■ Exercise directions ■
Your answer should consist of the lines in the following data that contain "Brookside".

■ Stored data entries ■
"""
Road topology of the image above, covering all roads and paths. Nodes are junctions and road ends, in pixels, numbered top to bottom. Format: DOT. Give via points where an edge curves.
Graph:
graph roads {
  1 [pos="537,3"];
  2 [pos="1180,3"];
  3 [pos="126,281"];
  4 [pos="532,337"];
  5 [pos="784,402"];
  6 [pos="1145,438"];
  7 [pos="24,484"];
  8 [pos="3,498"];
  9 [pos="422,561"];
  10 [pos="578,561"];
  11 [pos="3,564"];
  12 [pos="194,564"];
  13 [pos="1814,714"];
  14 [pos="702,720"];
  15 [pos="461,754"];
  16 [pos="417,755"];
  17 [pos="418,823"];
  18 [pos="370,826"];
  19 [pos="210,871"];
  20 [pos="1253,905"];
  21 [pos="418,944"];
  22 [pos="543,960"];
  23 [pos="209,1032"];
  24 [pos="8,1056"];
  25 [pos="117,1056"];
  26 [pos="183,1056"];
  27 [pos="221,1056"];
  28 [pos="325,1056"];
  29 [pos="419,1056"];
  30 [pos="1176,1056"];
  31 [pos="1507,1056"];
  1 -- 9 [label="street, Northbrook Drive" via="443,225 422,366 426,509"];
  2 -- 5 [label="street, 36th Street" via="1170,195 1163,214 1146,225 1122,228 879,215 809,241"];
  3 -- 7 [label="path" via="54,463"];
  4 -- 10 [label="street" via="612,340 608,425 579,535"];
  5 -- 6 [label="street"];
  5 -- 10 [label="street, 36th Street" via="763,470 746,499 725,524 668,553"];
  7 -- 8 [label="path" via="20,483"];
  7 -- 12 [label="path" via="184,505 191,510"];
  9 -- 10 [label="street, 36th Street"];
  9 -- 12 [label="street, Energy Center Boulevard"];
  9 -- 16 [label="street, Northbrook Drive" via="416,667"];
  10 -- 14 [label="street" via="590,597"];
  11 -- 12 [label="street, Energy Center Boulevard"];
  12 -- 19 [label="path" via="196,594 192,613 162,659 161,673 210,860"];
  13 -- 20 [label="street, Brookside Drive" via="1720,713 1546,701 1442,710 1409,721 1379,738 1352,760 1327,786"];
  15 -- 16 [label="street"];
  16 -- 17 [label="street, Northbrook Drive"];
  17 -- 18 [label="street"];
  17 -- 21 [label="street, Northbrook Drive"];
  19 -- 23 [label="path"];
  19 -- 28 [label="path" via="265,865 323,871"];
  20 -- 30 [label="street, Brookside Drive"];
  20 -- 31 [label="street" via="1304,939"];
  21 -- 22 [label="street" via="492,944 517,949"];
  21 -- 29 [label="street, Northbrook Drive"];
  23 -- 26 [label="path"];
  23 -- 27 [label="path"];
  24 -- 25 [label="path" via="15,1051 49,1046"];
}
"""
■ Response box ■
  13 -- 20 [label="street, Brookside Drive" via="1720,713 1546,701 1442,710 1409,721 1379,738 1352,760 1327,786"];
  20 -- 30 [label="street, Brookside Drive"];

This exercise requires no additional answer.